Renée still doesn’t say a word. The SS guard realizes it’s not going to be easy to gain her confidence. The girl tugs at one of her curls and pulls it down to her mouth in that movement he adores.

“Would you like me to come back and see you another day?”

She doesn’t answer. Her eyes sweep the camp’s muddy ground. He’s SS—he can do what he likes; he doesn’t have to ask her permission to speak to her. Or to do whatever he wants to do. She doesn’t say anything, but Pestek is so excited that he interprets her silence as a discreet yes.

After all, she hasn’t said no.

He smiles happily and says good-bye with an awkward wave of his hand.

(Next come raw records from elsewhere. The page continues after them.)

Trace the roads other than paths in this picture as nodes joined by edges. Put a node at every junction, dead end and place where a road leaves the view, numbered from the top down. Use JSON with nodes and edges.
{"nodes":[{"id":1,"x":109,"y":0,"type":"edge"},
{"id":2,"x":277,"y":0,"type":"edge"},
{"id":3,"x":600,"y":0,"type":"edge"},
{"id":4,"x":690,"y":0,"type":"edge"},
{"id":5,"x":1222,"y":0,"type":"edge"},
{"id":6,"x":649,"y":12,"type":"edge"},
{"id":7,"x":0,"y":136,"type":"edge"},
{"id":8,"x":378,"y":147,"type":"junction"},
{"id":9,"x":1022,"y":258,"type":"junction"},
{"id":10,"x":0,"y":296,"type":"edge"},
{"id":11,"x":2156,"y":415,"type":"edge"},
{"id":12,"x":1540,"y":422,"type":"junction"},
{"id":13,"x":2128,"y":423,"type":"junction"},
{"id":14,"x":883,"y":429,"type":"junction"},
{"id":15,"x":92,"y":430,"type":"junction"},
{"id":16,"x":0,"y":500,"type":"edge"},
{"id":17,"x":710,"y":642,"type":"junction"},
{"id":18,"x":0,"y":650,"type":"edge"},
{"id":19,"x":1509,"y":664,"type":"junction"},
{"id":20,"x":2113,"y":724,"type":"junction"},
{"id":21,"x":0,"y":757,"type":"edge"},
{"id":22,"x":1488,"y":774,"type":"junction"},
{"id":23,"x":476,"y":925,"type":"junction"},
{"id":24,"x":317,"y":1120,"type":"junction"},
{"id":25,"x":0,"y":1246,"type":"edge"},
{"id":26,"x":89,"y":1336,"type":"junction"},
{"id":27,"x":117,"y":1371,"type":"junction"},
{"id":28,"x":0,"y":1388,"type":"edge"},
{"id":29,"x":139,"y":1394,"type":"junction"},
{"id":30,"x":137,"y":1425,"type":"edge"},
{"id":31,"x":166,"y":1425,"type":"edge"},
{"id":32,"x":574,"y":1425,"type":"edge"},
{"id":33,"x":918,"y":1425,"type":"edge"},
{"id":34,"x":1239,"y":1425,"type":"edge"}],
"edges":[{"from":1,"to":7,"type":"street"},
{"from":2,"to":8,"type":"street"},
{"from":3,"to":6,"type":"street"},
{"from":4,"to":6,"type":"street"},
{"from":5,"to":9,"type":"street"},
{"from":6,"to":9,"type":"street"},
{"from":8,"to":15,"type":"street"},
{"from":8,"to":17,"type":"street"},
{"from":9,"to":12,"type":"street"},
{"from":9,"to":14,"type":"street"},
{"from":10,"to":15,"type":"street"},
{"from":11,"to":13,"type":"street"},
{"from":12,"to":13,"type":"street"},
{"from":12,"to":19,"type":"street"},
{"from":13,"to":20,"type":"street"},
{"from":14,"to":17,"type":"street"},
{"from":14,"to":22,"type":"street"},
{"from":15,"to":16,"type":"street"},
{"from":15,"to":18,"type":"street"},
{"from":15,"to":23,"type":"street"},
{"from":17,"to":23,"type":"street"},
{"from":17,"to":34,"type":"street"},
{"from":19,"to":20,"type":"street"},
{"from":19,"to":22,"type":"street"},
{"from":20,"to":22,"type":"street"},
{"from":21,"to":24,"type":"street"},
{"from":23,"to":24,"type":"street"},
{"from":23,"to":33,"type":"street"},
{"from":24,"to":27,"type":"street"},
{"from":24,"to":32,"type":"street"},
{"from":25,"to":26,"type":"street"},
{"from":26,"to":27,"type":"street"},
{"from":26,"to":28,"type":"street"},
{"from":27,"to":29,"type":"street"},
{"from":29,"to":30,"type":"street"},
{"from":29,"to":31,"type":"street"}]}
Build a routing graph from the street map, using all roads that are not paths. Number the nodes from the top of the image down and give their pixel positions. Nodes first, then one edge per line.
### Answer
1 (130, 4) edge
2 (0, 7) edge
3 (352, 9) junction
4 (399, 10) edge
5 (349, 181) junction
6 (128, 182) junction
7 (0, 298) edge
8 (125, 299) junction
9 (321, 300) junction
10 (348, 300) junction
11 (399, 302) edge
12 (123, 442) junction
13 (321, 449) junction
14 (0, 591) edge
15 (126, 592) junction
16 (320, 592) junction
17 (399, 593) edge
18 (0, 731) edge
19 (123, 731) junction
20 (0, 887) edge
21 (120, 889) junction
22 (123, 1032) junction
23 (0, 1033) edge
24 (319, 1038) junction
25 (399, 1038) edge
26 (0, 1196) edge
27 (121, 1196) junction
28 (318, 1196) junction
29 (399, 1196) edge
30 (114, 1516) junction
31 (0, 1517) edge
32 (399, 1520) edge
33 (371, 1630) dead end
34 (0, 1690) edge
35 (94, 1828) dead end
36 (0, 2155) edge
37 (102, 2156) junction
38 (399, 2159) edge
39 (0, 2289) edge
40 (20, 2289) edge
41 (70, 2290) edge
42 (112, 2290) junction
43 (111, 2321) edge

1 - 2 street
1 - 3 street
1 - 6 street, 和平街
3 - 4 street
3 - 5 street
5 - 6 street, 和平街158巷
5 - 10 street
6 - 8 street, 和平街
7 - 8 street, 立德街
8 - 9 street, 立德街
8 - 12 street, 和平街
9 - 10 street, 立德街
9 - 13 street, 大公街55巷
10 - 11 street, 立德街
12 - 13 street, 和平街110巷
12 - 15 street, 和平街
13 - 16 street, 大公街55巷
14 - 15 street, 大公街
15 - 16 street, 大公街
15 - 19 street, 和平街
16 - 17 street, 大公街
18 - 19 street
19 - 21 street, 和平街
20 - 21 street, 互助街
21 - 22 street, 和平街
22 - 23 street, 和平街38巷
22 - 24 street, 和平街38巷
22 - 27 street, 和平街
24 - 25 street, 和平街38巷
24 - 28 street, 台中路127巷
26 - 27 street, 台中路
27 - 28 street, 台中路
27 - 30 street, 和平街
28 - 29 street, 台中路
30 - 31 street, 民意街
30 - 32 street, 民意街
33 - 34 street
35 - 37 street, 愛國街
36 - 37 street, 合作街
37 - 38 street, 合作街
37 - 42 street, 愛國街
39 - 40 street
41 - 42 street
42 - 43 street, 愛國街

“I’ll see you soon, Renée.”

She watches the SS officer walk away and stands motionless for a long time, perplexed. Silver cogs, springs, and golden splinters are left in the mud.

*

It’s not easy for Dita. Her father’s absence weighs unbearably on her. How can something that no longer exists be so heavy? How can emptiness have weight?

She could barely get down from her bunk this morning. She did it so slowly that she infuriated her bad-tempered bunkmate, who started to swear in the filthiest language Dita had ever heard. At any other time, Dita would have been terrified by the old woman’s fury, but she didn’t even have the energy to be frightened. She turned her head and fixed the woman with a stare of such indifference that, to her surprise, the woman stopped swearing and didn’t say another word until Dita had finished her slow descent.

Following the afternoon roll call and the order to fall out, the children from Block 31 noisily march off either to play or go and meet their parents. In a vegetative state, Dita slowly begins to gather together her books, and drags herself over to the Block?ltester’s cubicle to hide them. Fredy is going through some packages.

“I was keeping something for you, for when you have to carry out repairs on your books,” says Hirsch.